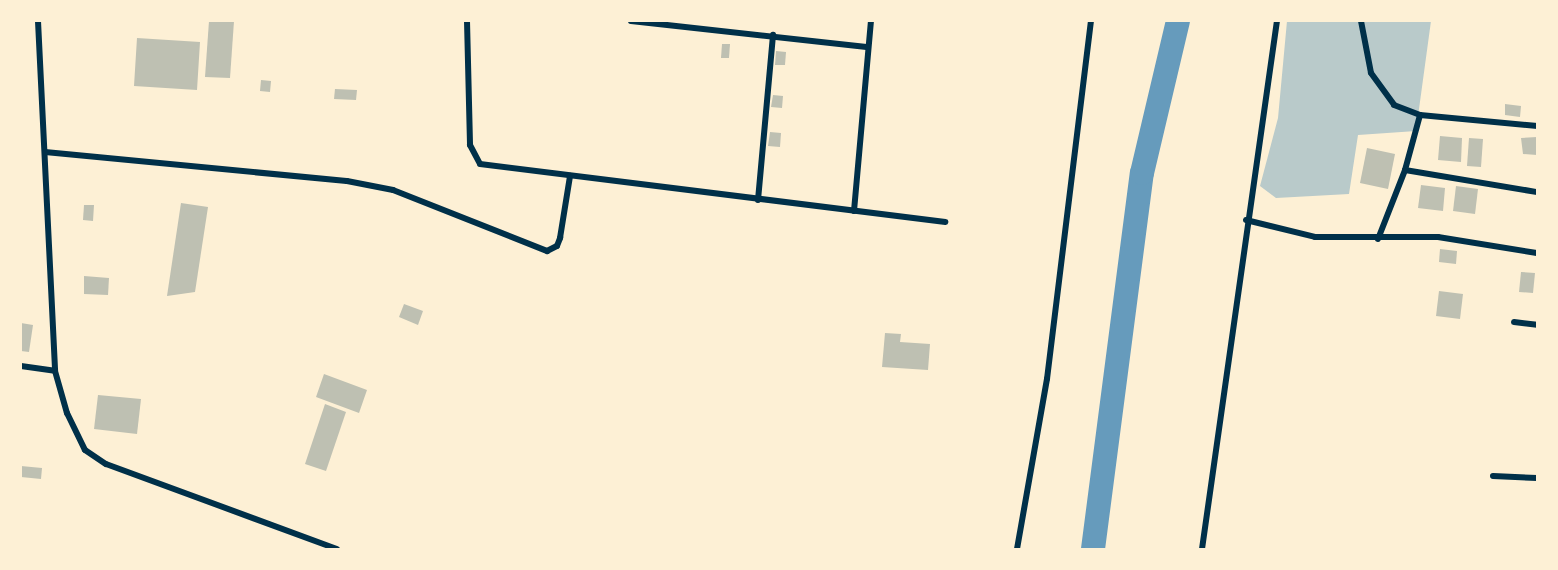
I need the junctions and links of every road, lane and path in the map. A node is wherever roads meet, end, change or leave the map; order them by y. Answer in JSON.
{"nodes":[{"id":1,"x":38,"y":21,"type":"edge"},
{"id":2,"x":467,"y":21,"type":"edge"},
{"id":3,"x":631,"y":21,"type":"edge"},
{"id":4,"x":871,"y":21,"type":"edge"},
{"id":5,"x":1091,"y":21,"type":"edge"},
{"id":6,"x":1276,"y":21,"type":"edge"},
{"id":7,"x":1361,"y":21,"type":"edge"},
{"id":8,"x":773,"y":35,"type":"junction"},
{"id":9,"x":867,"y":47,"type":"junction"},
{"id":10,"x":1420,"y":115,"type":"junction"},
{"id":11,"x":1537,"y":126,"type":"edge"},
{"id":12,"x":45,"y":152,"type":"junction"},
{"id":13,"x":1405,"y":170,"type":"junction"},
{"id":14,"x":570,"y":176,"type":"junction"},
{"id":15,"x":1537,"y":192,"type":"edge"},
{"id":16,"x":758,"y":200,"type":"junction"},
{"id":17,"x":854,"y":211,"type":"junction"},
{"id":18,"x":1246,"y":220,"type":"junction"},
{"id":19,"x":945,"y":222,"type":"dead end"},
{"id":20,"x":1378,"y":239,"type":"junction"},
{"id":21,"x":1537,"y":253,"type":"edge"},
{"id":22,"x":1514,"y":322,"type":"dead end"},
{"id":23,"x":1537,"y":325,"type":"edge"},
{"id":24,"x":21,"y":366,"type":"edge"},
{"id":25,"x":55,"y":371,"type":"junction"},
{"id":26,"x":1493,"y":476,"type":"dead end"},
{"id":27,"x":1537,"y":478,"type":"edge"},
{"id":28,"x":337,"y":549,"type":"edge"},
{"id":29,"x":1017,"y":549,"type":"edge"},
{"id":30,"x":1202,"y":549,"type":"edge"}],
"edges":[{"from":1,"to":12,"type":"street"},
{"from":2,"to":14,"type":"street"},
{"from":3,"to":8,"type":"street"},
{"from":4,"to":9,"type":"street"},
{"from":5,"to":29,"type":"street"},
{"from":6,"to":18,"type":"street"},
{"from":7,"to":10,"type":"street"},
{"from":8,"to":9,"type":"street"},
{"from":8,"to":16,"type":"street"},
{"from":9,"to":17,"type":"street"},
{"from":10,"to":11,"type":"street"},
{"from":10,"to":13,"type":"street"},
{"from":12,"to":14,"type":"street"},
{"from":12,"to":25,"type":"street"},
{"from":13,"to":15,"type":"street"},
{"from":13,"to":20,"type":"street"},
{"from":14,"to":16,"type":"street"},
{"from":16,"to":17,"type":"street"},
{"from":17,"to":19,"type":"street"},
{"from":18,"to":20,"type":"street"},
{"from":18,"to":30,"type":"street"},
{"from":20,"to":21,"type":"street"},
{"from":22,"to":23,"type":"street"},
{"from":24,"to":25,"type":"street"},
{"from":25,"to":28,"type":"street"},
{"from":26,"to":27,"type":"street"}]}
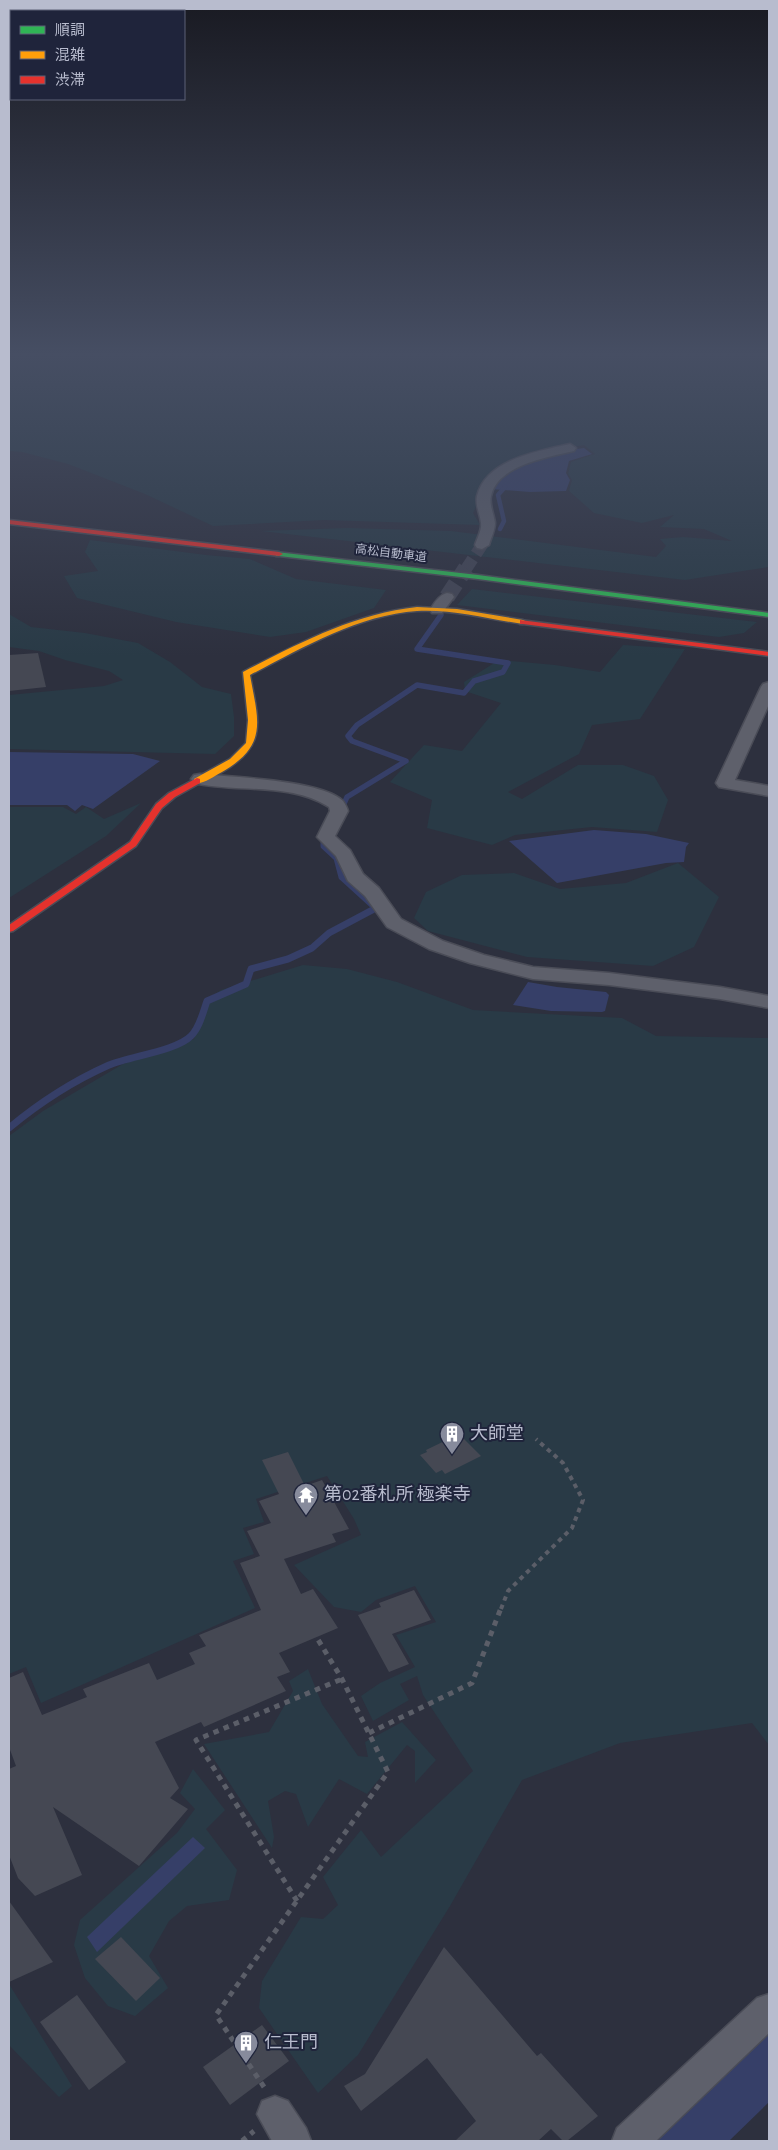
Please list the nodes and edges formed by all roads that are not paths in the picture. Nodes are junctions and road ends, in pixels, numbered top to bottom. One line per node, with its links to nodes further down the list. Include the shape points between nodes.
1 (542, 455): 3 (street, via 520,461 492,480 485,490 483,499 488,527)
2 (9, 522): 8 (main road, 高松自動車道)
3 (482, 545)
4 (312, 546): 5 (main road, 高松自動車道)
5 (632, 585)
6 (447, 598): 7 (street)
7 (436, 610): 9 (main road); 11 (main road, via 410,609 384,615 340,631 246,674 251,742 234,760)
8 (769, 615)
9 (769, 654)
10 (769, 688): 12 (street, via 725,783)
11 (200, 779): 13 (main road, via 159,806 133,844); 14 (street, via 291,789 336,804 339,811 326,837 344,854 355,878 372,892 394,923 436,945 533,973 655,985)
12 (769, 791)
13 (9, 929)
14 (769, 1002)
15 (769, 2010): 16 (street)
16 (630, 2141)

+===+

_YOUR TASK:_
For this exercise, retype the data above exactly and skip every image.

_EXERCISE SOLUTION:_
I need the junctions and links of every road, lane and path in the map. A node is wherever roads meet, end, change or leave the map; order them by y. Answer in JSON.
{"nodes":[{"id":1,"x":38,"y":21,"type":"edge"},
{"id":2,"x":467,"y":21,"type":"edge"},
{"id":3,"x":631,"y":21,"type":"edge"},
{"id":4,"x":871,"y":21,"type":"edge"},
{"id":5,"x":1091,"y":21,"type":"edge"},
{"id":6,"x":1276,"y":21,"type":"edge"},
{"id":7,"x":1361,"y":21,"type":"edge"},
{"id":8,"x":773,"y":35,"type":"junction"},
{"id":9,"x":867,"y":47,"type":"junction"},
{"id":10,"x":1420,"y":115,"type":"junction"},
{"id":11,"x":1537,"y":126,"type":"edge"},
{"id":12,"x":45,"y":152,"type":"junction"},
{"id":13,"x":1405,"y":170,"type":"junction"},
{"id":14,"x":570,"y":176,"type":"junction"},
{"id":15,"x":1537,"y":192,"type":"edge"},
{"id":16,"x":758,"y":200,"type":"junction"},
{"id":17,"x":854,"y":211,"type":"junction"},
{"id":18,"x":1246,"y":220,"type":"junction"},
{"id":19,"x":945,"y":222,"type":"dead end"},
{"id":20,"x":1378,"y":239,"type":"junction"},
{"id":21,"x":1537,"y":253,"type":"edge"},
{"id":22,"x":1514,"y":322,"type":"dead end"},
{"id":23,"x":1537,"y":325,"type":"edge"},
{"id":24,"x":21,"y":366,"type":"edge"},
{"id":25,"x":55,"y":371,"type":"junction"},
{"id":26,"x":1493,"y":476,"type":"dead end"},
{"id":27,"x":1537,"y":478,"type":"edge"},
{"id":28,"x":337,"y":549,"type":"edge"},
{"id":29,"x":1017,"y":549,"type":"edge"},
{"id":30,"x":1202,"y":549,"type":"edge"}],
"edges":[{"from":1,"to":12,"type":"street"},
{"from":2,"to":14,"type":"street"},
{"from":3,"to":8,"type":"street"},
{"from":4,"to":9,"type":"street"},
{"from":5,"to":29,"type":"street"},
{"from":6,"to":18,"type":"street"},
{"from":7,"to":10,"type":"street"},
{"from":8,"to":9,"type":"street"},
{"from":8,"to":16,"type":"street"},
{"from":9,"to":17,"type":"street"},
{"from":10,"to":11,"type":"street"},
{"from":10,"to":13,"type":"street"},
{"from":12,"to":14,"type":"street"},
{"from":12,"to":25,"type":"street"},
{"from":13,"to":15,"type":"street"},
{"from":13,"to":20,"type":"street"},
{"from":14,"to":16,"type":"street"},
{"from":16,"to":17,"type":"street"},
{"from":17,"to":19,"type":"street"},
{"from":18,"to":20,"type":"street"},
{"from":18,"to":30,"type":"street"},
{"from":20,"to":21,"type":"street"},
{"from":22,"to":23,"type":"street"},
{"from":24,"to":25,"type":"street"},
{"from":25,"to":28,"type":"street"},
{"from":26,"to":27,"type":"street"}]}
Please list the nodes and edges formed by all roads that are not paths in the picture. Nodes are junctions and road ends, in pixels, numbered top to bottom. One line per node, with its links to nodes further down the list. Include the shape points between nodes.
1 (542, 455): 3 (street, via 520,461 492,480 485,490 483,499 488,527)
2 (9, 522): 8 (main road, 高松自動車道)
3 (482, 545)
4 (312, 546): 5 (main road, 高松自動車道)
5 (632, 585)
6 (447, 598): 7 (street)
7 (436, 610): 9 (main road); 11 (main road, via 410,609 384,615 340,631 246,674 251,742 234,760)
8 (769, 615)
9 (769, 654)
10 (769, 688): 12 (street, via 725,783)
11 (200, 779): 13 (main road, via 159,806 133,844); 14 (street, via 291,789 336,804 339,811 326,837 344,854 355,878 372,892 394,923 436,945 533,973 655,985)
12 (769, 791)
13 (9, 929)
14 (769, 1002)
15 (769, 2010): 16 (street)
16 (630, 2141)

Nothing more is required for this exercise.